“Rather—any pictures you like. Let’s look at them!” He came forward. When his eyes fell on the array, he said abruptly, “Oh, sorry!” and, taking up the oleos, he turned his back on the photographs. A new boy is something of a psychologist, out of sheer fright, and when he said “Sorry!” because his eyes had fallen on the effigies of my people, I felt somehow that he couldn’t be a beast. “You got these at Tomkins’,” he said. “I had the same my first term. Not bad. I should put ’em up here.”
While he was holding them to the wall I took a ‘squint’ at him. He seemed to me of a fabulous height—about five feet ten, I suppose; thin and bolt upright. He had a stick-up collar—‘barmaids’ had not yet come in—but not a very high one, and his neck was rather long. His hair was peculiar, dark and crisp, with a reddish tinge; and his dark-grey eyes were small and deep in, his cheekbones rather high, his cheeks thin and touched with freckles. His nose, chin, and cheekbones all seemed a little large for his face as yet. If I may put it so, there was a sort of unfinished finish about him. But he looked straight, and had a nice smile.
“Well, young Bartlet,” he said handing me back the pictures, “buck up, and you’ll be all right.”
I put away my photographs, and hung the oleos. Ruding! The name was familiar. Among the marriages in my family pedigree, such as ‘daughter of Fitzherbert,’ ‘daughter of Tastborough,’ occurred the entry, ‘daughter of Ruding,’ some time before the Civil War. Daughter of Ruding! This demigod might be a far-off kinsman. But I felt I should never dare to tell him of the coincidence.

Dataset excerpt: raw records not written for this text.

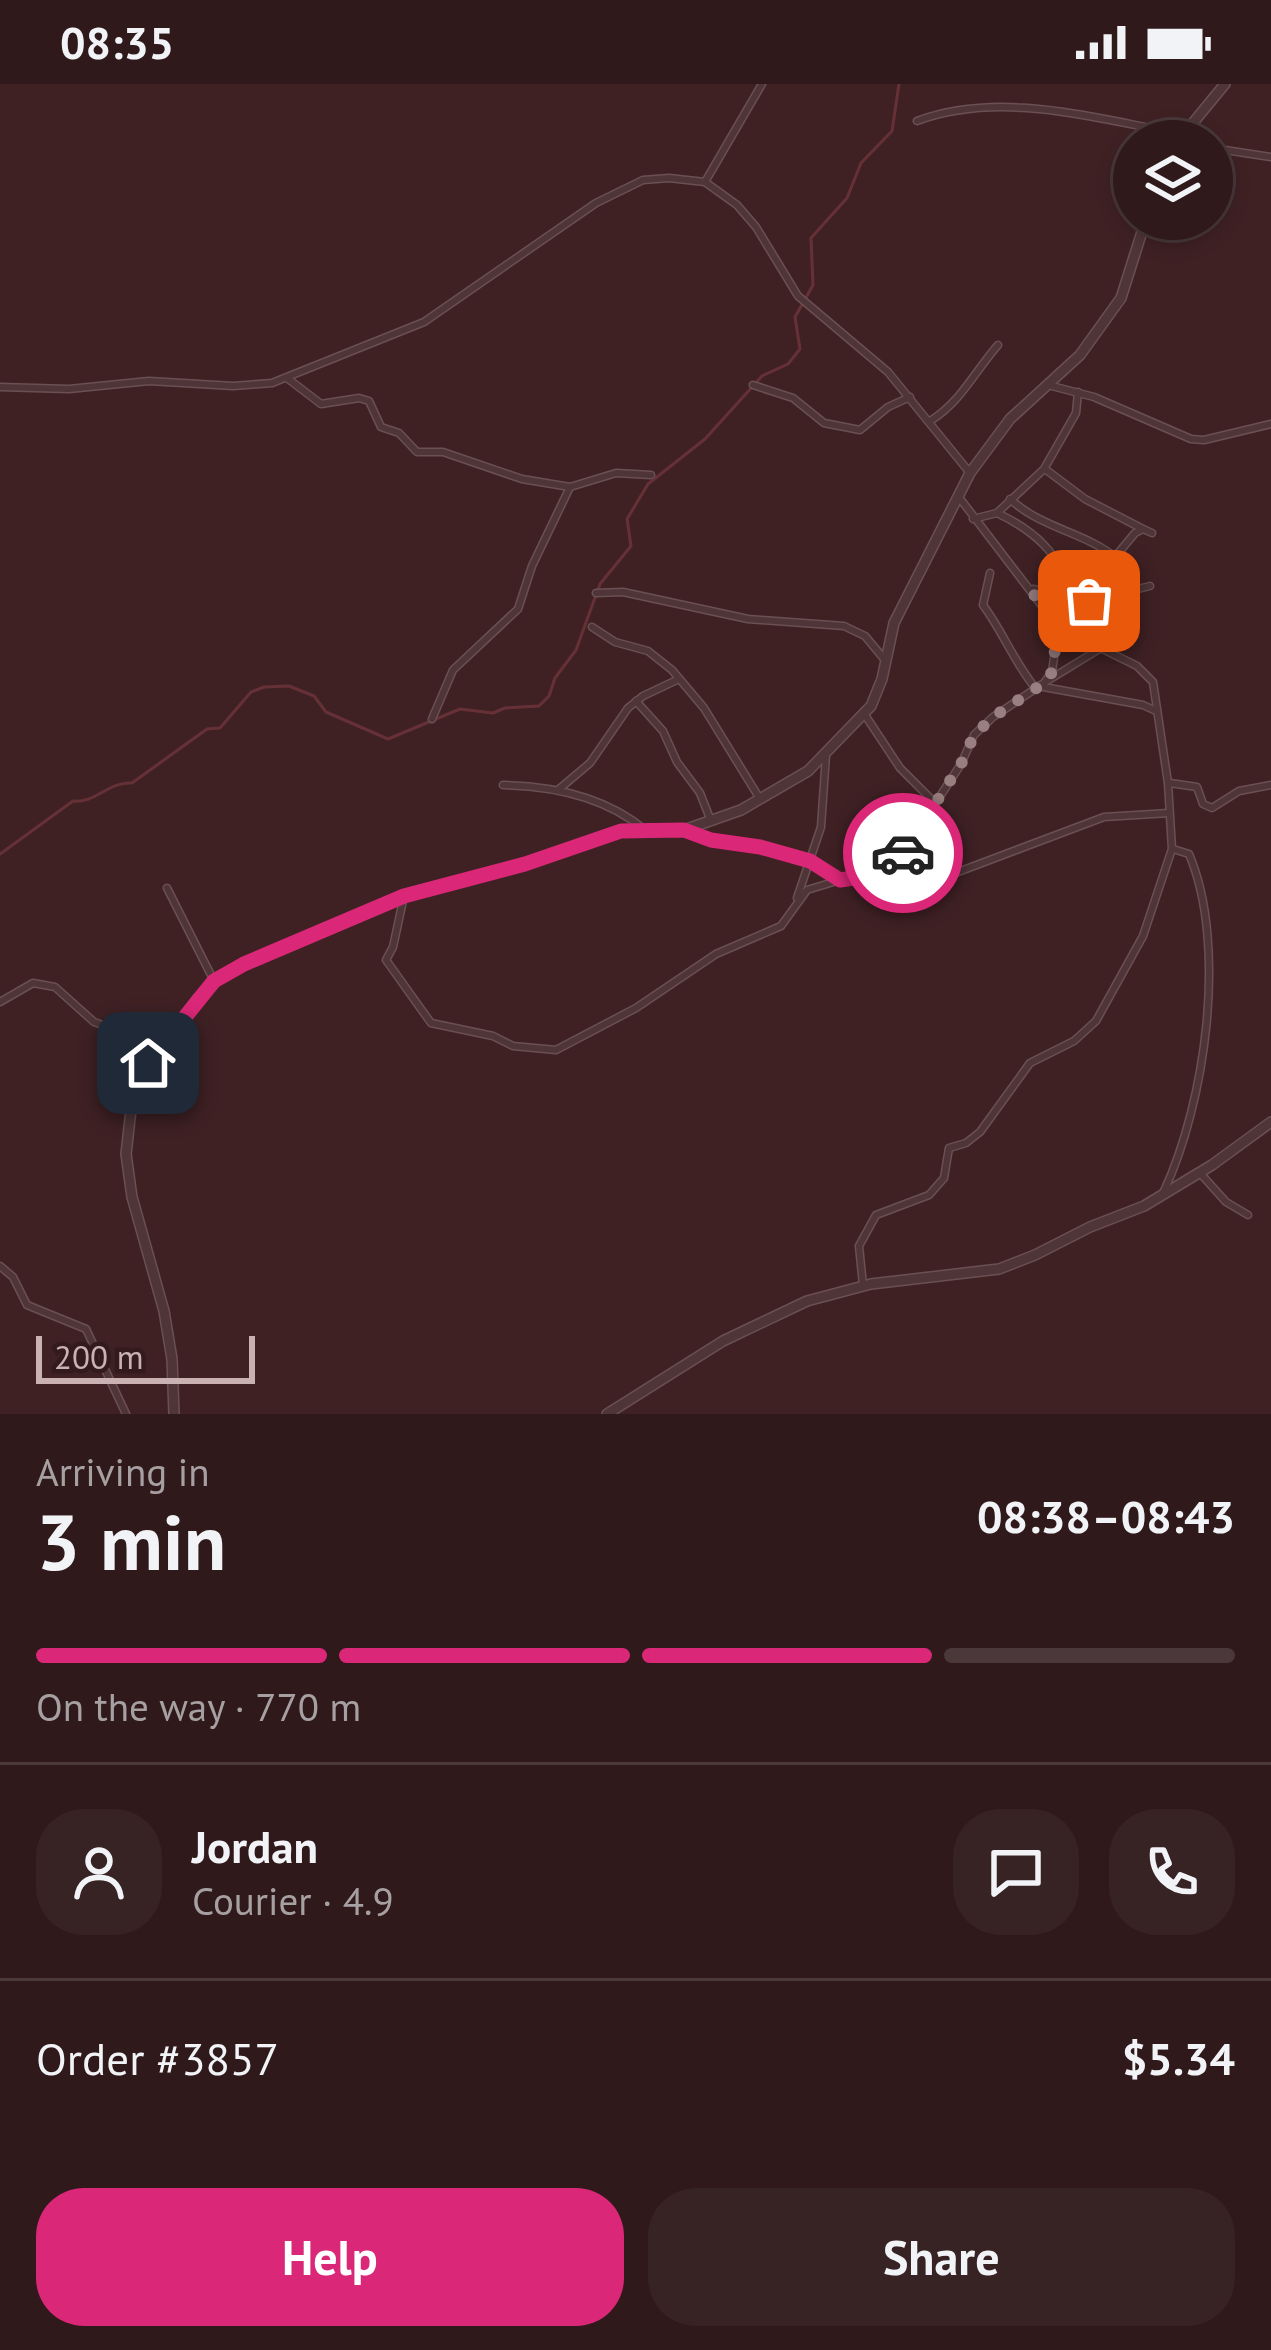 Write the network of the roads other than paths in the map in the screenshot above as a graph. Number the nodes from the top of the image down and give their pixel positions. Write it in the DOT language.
graph roads {
  1 [pos="762,84"];
  2 [pos="1226,84"];
  3 [pos="1196,120"];
  4 [pos="917,121"];
  5 [pos="1113,121"];
  6 [pos="1233,151"];
  7 [pos="1271,157"];
  8 [pos="705,182"];
  9 [pos="1139,240"];
  10 [pos="998,345"];
  11 [pos="287,378"];
  12 [pos="754,385"];
  13 [pos="1047,385"];
  14 [pos="0,388"];
  15 [pos="1078,391"];
  16 [pos="910,397"];
  17 [pos="930,421"];
  18 [pos="1271,424"];
  19 [pos="1044,469"];
  20 [pos="970,473"];
  21 [pos="651,475"];
  22 [pos="570,487"];
  23 [pos="957,494"];
  24 [pos="1010,499"];
  25 [pos="997,513"];
  26 [pos="973,519"];
  27 [pos="1143,529"];
  28 [pos="1152,533"];
  29 [pos="990,573"];
  30 [pos="1150,586"];
  31 [pos="1030,589"];
  32 [pos="596,593"];
  33 [pos="1065,596"];
  34 [pos="592,627"];
  35 [pos="1058,627"];
  36 [pos="1101,648"];
  37 [pos="885,660"];
  38 [pos="679,679"];
  39 [pos="1039,686"];
  40 [pos="636,701"];
  41 [pos="1156,711"];
  42 [pos="865,715"];
  43 [pos="432,719"];
  44 [pos="826,755"];
  45 [pos="1168,783"];
  46 [pos="503,785"];
  47 [pos="1271,785"];
  48 [pos="558,790"];
  49 [pos="760,800"];
  50 [pos="935,803"];
  51 [pos="1169,813"];
  52 [pos="711,821"];
  53 [pos="645,830"];
  54 [pos="684,830"];
  55 [pos="1172,849"];
  56 [pos="810,861"];
  57 [pos="882,874"];
  58 [pos="840,880"];
  59 [pos="167,888"];
  60 [pos="404,896"];
  61 [pos="796,901"];
  62 [pos="214,981"];
  63 [pos="0,1002"];
  64 [pos="134,1083"];
  65 [pos="1271,1122"];
  66 [pos="1200,1172"];
  67 [pos="1162,1194"];
  68 [pos="1248,1215"];
  69 [pos="0,1266"];
  70 [pos="862,1286"];
  71 [pos="126,1414"];
  72 [pos="174,1414"];
  73 [pos="608,1414"];
  1 -- 8 [label="street"];
  2 -- 3 [label="street"];
  4 -- 5 [label="street"];
  6 -- 7 [label="street"];
  8 -- 11 [label="street"];
  8 -- 16 [label="street"];
  9 -- 13 [label="street"];
  10 -- 17 [label="street"];
  11 -- 14 [label="street"];
  11 -- 22 [label="street"];
  12 -- 16 [label="street"];
  13 -- 15 [label="street"];
  13 -- 20 [label="street"];
  15 -- 18 [label="street"];
  15 -- 19 [label="street"];
  16 -- 17 [label="street"];
  17 -- 20 [label="street"];
  19 -- 24 [label="street"];
  19 -- 27 [label="street"];
  20 -- 23 [label="street"];
  21 -- 22 [label="street"];
  22 -- 43 [label="street"];
  23 -- 26 [label="street"];
  23 -- 37 [label="street"];
  24 -- 25 [label="street"];
  24 -- 27 [label="street"];
  25 -- 26 [label="street"];
  25 -- 33 [label="street"];
  26 -- 31 [label="street"];
  27 -- 28 [label="street"];
  29 -- 39 [label="street"];
  30 -- 33 [label="street"];
  31 -- 33 [label="street"];
  31 -- 35 [label="street"];
  32 -- 37 [label="street"];
  34 -- 38 [label="street"];
  35 -- 36 [label="street"];
  35 -- 39 [label="street"];
  36 -- 39 [label="street"];
  36 -- 41 [label="street"];
  37 -- 42 [label="street"];
  38 -- 40 [label="street"];
  38 -- 49 [label="street"];
  39 -- 41 [label="street"];
  39 -- 50 [label="street"];
  40 -- 48 [label="street"];
  40 -- 52 [label="street"];
  41 -- 45 [label="street"];
  42 -- 44 [label="street"];
  42 -- 50 [label="street"];
  44 -- 49 [label="street"];
  44 -- 56 [label="street"];
  45 -- 47 [label="street"];
  45 -- 51 [label="street"];
  46 -- 48 [label="street"];
  48 -- 53 [label="street"];
  49 -- 52 [label="street"];
  50 -- 57 [label="street"];
  51 -- 55 [label="street"];
  51 -- 57 [label="street"];
  52 -- 54 [label="street"];
  53 -- 54 [label="street"];
  53 -- 60 [label="street"];
  54 -- 56 [label="street"];
  55 -- 67 [label="street"];
  55 -- 70 [label="street"];
  56 -- 58 [label="street"];
  56 -- 61 [label="street"];
  57 -- 58 [label="street"];
  58 -- 61 [label="street"];
  59 -- 62 [label="street"];
  60 -- 61 [label="street"];
  60 -- 62 [label="street"];
  62 -- 64 [label="street"];
  63 -- 64 [label="street"];
  64 -- 72 [label="street"];
  65 -- 66 [label="street"];
  66 -- 67 [label="street"];
  66 -- 68 [label="street"];
  67 -- 70 [label="street"];
  69 -- 71 [label="street"];
  70 -- 73 [label="street"];
}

Miles Ruding was not brilliant, but pretty good at everything. He was not well dressed—you did not think of dress in connection with him either one way or the other. He was not exactly popular—being reserved, far from showy, and not rich—but he had no ‘side,’ and never either patronised or abused his juniors. He was not indulgent to himself or others, but he was very just; and, unlike many monitors, seemed to take no pleasure in ‘whopping.’ He never fell off in ‘trials’ at the end of a term, and was always playing as hard at the finish of a match as at the start. One would have said he had an exacting conscience, but he was certainly the last person to mention such a thing. He never showed his feelings, yet he never seemed trying to hide them, as I used always to be. He was greatly respected without seeming to care; an independent, self-dependent bird, who would have cut a greater dash if he hadn’t been so, as it were, uncreative. In all those two years I only had one at all intimate talk with him, which after all was perhaps above the average number, considering the difference in our ages. In my fifth term and Ruding’s last but one, there had been some disciplinary rumpus in the house, which had hurt the dignity of the captain of the football ‘torpid’ eleven—a big Irish boy who played back and was the mainstay of the side. It happened on the eve of our first house match and the sensation may be imagined when this important person refused to play; physically and spiritually sore, he declared for the part of Achilles and withdrew to his tent. The house rocked with pro and con. My sympathies, in common with nearly all below the second fifth, lay with Donelly against the sixth form. His defection had left me captain of the side, so that the question whether we could play at all depended on me. If I declared a sympathetic strike, the rest would follow. That evening, after long hours of ‘fronde’ with other rebellious spirits, I was alone and still in two minds, when Ruding came into my room. He leaned against the door, and said: “Well, Bartlet, you’re not going to rat?”
“I—I don’t think Donelly ought to have been—been whopped,” I stammered.
“That as may be,” he said, “but the house comes first. You know that.”
Torn between the loyalties, I was silent.
“Look here, young Bartlet,” he said suddenly, “it’ll be a disgrace to us all, and it hangs on you.”